WTlightnode_newambient creates a new ambient light. Ambient light is general "background" illumination that lights all surfaces equally. By default all simulations have an ambient light present with white color and 40% intensity. The default light is inaccessible, but ambient lights are exceptional in that they are not cumulative - any new ambient light replaces the existing ambient light. Note that ambient light alone will not yield any three-dimensionality to objects, since all polygons are equally lighted.
WTlightnode_newdirected creates a new directed light. Directed light is like sunlight, that comes from a particular direction at an infinite distance, such that all light rays are parallel. This is the simplest light source that will generate three-dimensionality.
WTlightnode_newpoint creates a new point light. A point light emanates from a particular point in space, with a "direction" that changes depending upon the relative location of the light and the object being lit. Point lights attenuate ( fade ) with increasing distance from the source.
WTlightnode_newspot creates a new spot light. A spot light is like a point light, except the rays are restricted to a cone, such as a flashlight or automobile headlight.
WTlightnode_load loads lighting information from a file.
Fog nodes are normally used to increase a sense of depth, by causing objects that are farther away to fade away. Objects can fade to black, fade to white, or fade to any other color one chooses. Adjustable parameters for fog nodes include the nearest location at which an object begins to fade, the farthest point at which an object is completely faded away, and whether the attenuation is linear, exponential, or exponentially squared. The following WTK functions pertain to fog nodes:
- WTfognode_new
- WTfognode_setcolor, WTfognode_getcolor
- WTfognode_setrange, WTfognode_getrange
- WTfognode_setmode, WTfognode_getmode
- WTfognode_setlinearstart, WTfognode_getlinearstart
Transform nodes contain positional and rotational transformation information, stored as a 4 x 4 matrix, ( the upper left 3 x 3 of which is a rotational matrix, and the last column of which contains the positional transformation. WTK normally ignores any scaling information that may be present. )Transform nodes are created automatically when a movable node is created, or they can be created and added to the scene graph manually.
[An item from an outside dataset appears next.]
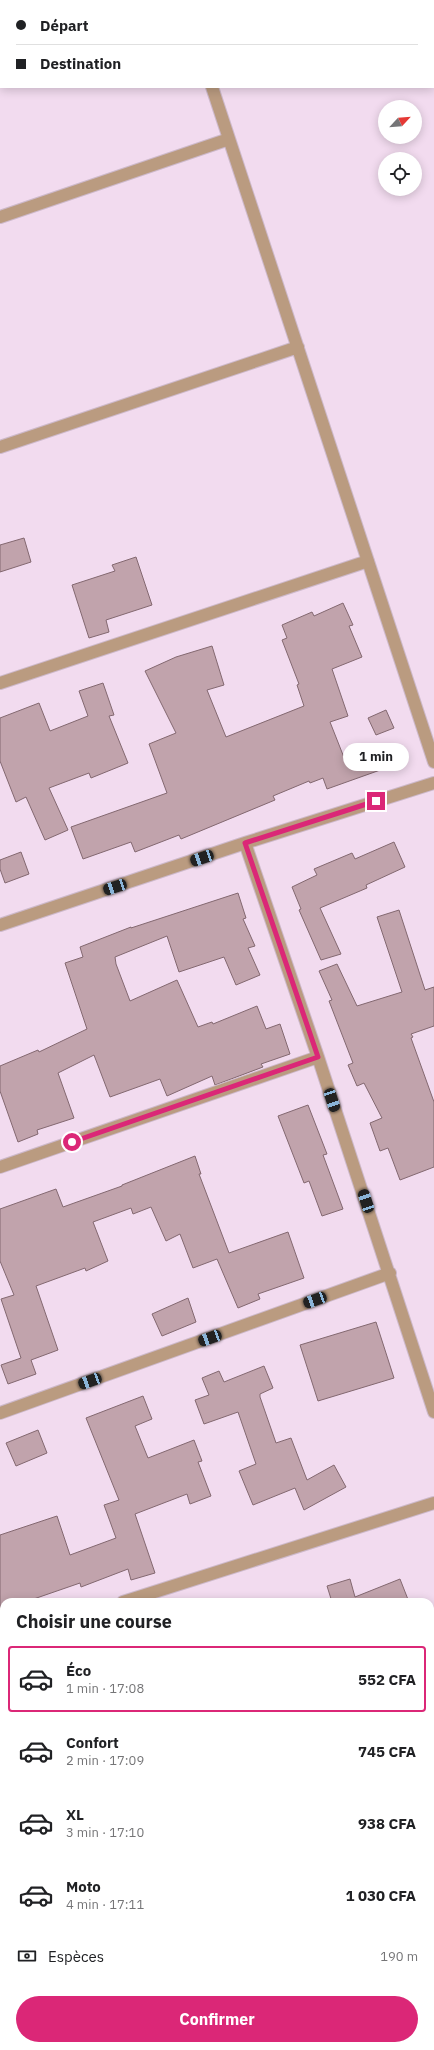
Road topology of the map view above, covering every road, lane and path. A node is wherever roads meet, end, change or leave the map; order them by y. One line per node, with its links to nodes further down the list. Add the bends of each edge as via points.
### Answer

Note that transformation normally propagates cumulatively to all nodes that follow it in the scene graph traversal, unless that propogation is blocked by a separator node. The following WTK functions pertain to transform nodes:
- WTxformnode_new
- WTnode_settranslation, WTnode_gettranslation
- WTnode_setorientation, WTnode_getorientation
- WTnode_setrotation, WTnode_getrotation
- WTnode_settransform, WTnode_gettransform
- WTnode_translate
- WTnode_rotation
- WTnode_rotateq, WTnode_rotatem3, Wtnode_rotatem4
- WTnode_axisrotation
Note that some of the above functions cause incremental changes, and others determine an absolute position or orientation. Functions dealing with "rotations" use 3 x 3 matrices, and those dealing with "orientations" use quaternions.
Separator nodes prevent state information ( lights, transformations, fog, etc. ) from propagating from the separator node's children up to nodes higher up the scene graph. Separator nodes are created automatically when movable nodes are created, or they can be created manually using WTsepnode_new.
Transform separators are similar to regular separators, except that only transformation information is blocked. Other state information ( light, fog ) are allowed to propogate up the scene graph. The classic example of the use of a transform separator is when placing a movable light - It is desired to let the light propogate up the tree, but not the transformation that places the light in a particular spot. Transform separators are created using WTxformsep_new.